BigLittleMCA: A Spatially-Optimal Tiled Hardware Accelerator for MCMC Image Processing
Publication
, Journal Article
Kjellqvist, C; Wills, L; Lebeck, A
Published in: ACM Transactions on Architecture and Code Optimization
Markov-Chain Monte-Carlo (MCMC) algorithms offer a general framework for performing interpretable inference but have high overheads due to the computational complexity of the sampling process and the large number of samples required to produce an accurate result. Computer Vision is a common class of workloads that can be performed using MCMC methods. As computer vision workloads trend toward high-resolution real-time inference, it becomes challenging to perform inference in contexts such as edge computing, which operates under strict power and area budgets.

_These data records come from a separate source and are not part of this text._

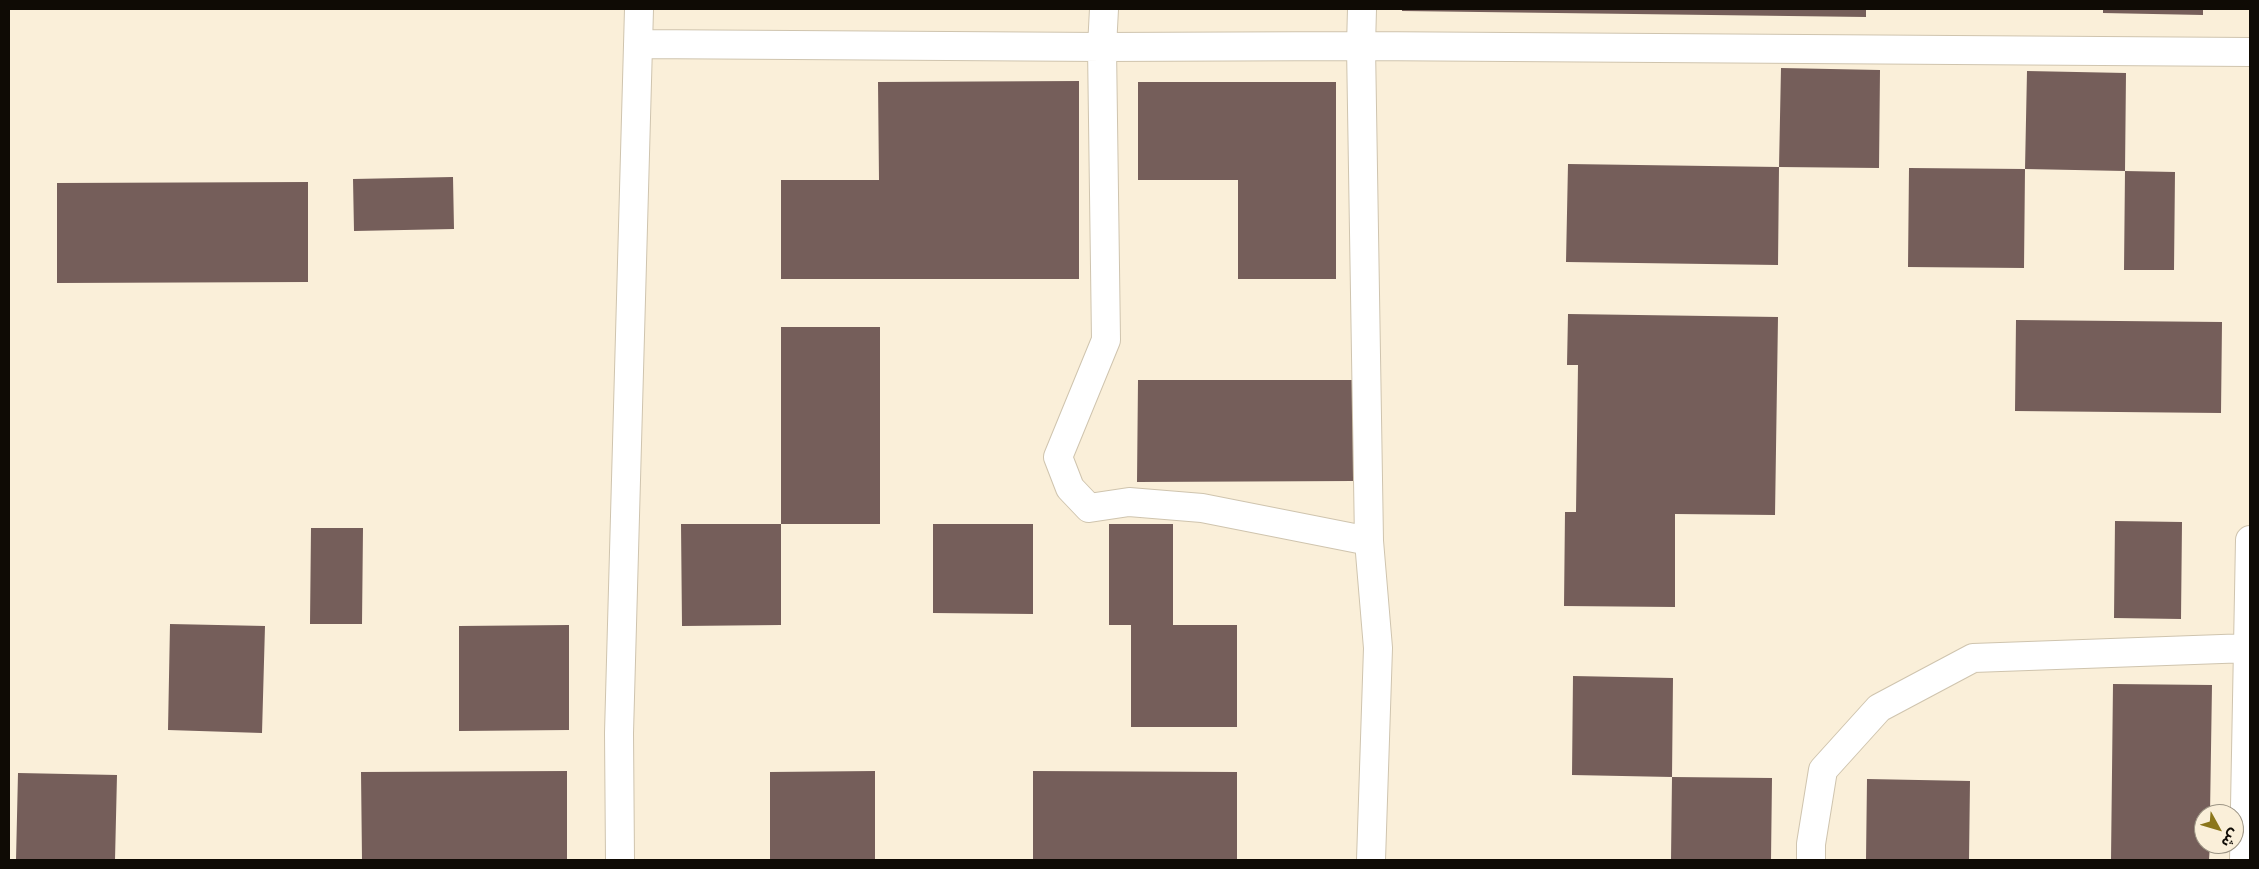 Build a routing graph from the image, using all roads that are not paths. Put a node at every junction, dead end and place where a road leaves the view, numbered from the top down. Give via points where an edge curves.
1 (639, 9) edge
2 (1104, 9) edge
3 (1362, 9) edge
4 (638, 44) junction
5 (1361, 46) junction
6 (1102, 47) junction
7 (2250, 52) edge
8 (2250, 540) edge
9 (1369, 541) junction
10 (2249, 648) junction
11 (620, 860) edge
12 (1371, 860) edge
13 (1810, 860) edge
14 (2244, 860) edge

1 - 4 street
2 - 6 street
3 - 5 street
4 - 6 street
4 - 11 street via 619,733
5 - 6 street
5 - 7 street
5 - 9 street
6 - 9 street via 1106,340 1058,457 1070,488 1089,508 1129,502 1202,508
8 - 10 street
9 - 12 street via 1378,648
10 - 13 street via 1973,658 1879,708 1823,770
10 - 14 street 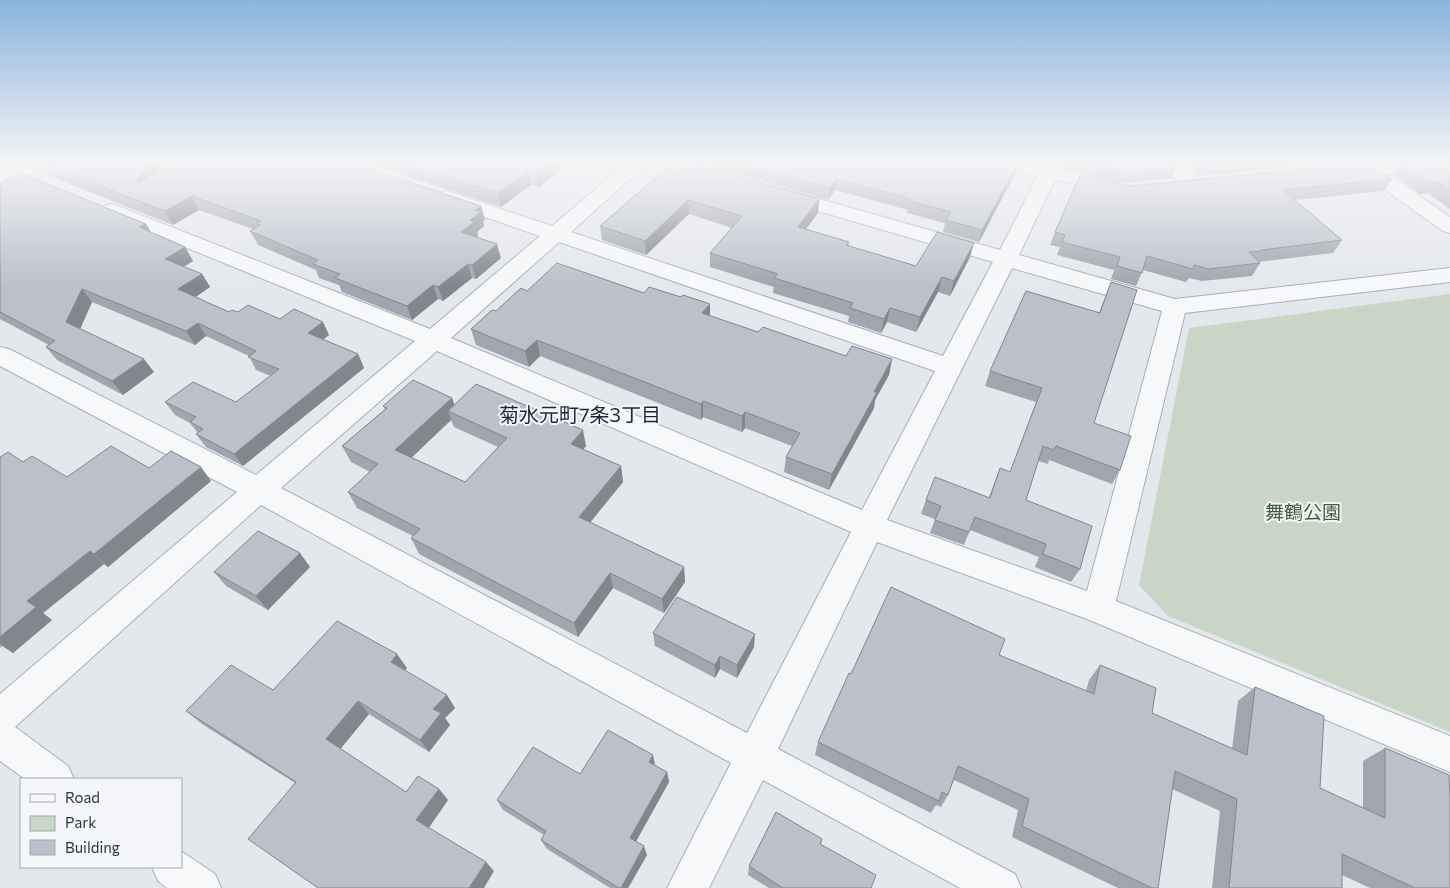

Previous work explores hardware techniques for efficient sampling; however, MCMC algorithms still require many samples. We reduce the overheads of Gibbs Sampling, an MCMC algorithm, using an approach we call mixed-resolution sampling. This approach uses low-resolution inference to provide a starting point for full-resolution sampling. We evaluate this approach on three important computer vision tasks: stereo matching, optical flow, and blind source separation. Mixed-resolution sampling reduces root mean square error (RMSE) by an average of 19.6% for stereo-matching tasks, 13% for optical flow tasks, and 6.3% for blind source separation relative to traditional Gibbs Sampling. To enable real-time, explainable MCMC inference under edge power constraints, we exploit the structure of mixed-resolution sampling to architect and implement a hardware-software co-designed accelerator architecture, BigLittleMCA (
-
MC
ccelerator). BigLittleMCA is a tiled MCMC accelerator architecture that uses a small sampler for low-resolution sampling and a large sampler for full-resolution sampling. Our results show that the architecture sustains real-time 720p inference at 30 FPS (frames per second) using 48.5% less power than prior work.